Flying W Ranch expresses rebuilding hopes

Erosion, cleanup must be dealt with first

Flying W Ranch Ponders Future

The Flying W Ranch staff reflected on its future Tuesday, three weeks after the 60-year-old facility was virtually destroyed by the Waldo Canyon wildfire.

Aaron Winter, director of marketing and public relations, took KRDO NewsChannel 13 on a tour of the grounds.  Most of what used to be buildings are piles of rubble.  Nearly everything else is charred, broken or melted.

"One of my favorite buildings was the Steak House," he said, referring to the former Ute Theater that was purchased by ranch founder Russ Wolfe and relocated from the city during the 1960s.  "It's kind of hard to talk about.  It just captured you when you walked into it."

Winter said an ideal schedule would be for the ranch to spend a year cleaning up and a year rebuilding, hopefully returning for business by the summer of 2014.

Winter said Wolfe intends to rebuild, but there are erosion and cleanup issues to address first.  Sediment, Winter said, already has been flowing through the ranch after rains, and the rubble may be contaminated with asbestos or lead paint.

"It's only a matter of time before we get one of those ten-year rains when a lot of sediment is going to come flooding straight down here," said Winter.  "That's obviously a huge issue when it comes to hauling out the debris."

Winter said he hopes federal funds will be available to deal with present and future erosion concerns.

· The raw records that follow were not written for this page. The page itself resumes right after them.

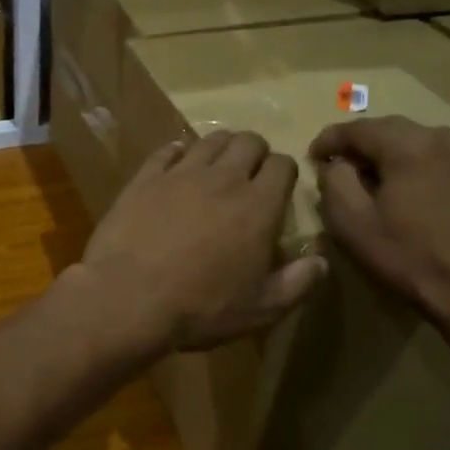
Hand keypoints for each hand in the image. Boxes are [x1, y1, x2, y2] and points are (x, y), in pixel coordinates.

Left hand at [77, 131, 326, 353]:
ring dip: (220, 148)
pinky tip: (176, 166)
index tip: (278, 191)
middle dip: (255, 153)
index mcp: (258, 205)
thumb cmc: (200, 308)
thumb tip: (321, 261)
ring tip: (216, 169)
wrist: (128, 299)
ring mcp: (180, 174)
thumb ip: (297, 283)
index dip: (285, 173)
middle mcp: (223, 178)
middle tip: (249, 176)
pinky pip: (166, 150)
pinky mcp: (144, 178)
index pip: (283, 165)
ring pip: (210, 140)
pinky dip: (177, 153)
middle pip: (248, 141)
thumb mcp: (260, 309)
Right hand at [310, 116, 449, 322]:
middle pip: (393, 129)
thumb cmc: (406, 255)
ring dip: (395, 153)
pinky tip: (416, 190)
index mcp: (409, 146)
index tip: (313, 155)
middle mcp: (445, 138)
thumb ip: (335, 181)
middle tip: (341, 165)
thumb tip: (337, 163)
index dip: (330, 139)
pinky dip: (424, 166)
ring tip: (378, 177)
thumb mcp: (351, 221)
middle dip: (363, 144)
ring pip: (422, 141)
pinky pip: (446, 158)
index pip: (359, 128)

Among other problems, the fire put 100 ranch employees -- including Winter -- out of work.  The ranch also has to refund nearly $100,000 for weddings and other special events canceled by the fire.

There are some positives, however.  The ranch train is intact, and Marian's Cooking Library with 2,000 cookbooks was undamaged. 

Winter said the staff wants to strike a balance between building anew and restoring what few attractions can be salvaged.

"We don't necessarily want to bring bulldozers in and just rip everything out," he said.  "You can't put a price on history."

Winter said the ranch will seek volunteers to help in the cleanup and removal process.  Offers already are coming in, he said.

"A group of Amish folk always come here every summer," said Winter.  "They're willing to come out and help us rebuild the church.  So it's incredible."

The just-formed Flying W Ranch Foundation seeks to raise money to cover cleanup and rebuilding costs not covered by insurance, and to help the employees who are out of work.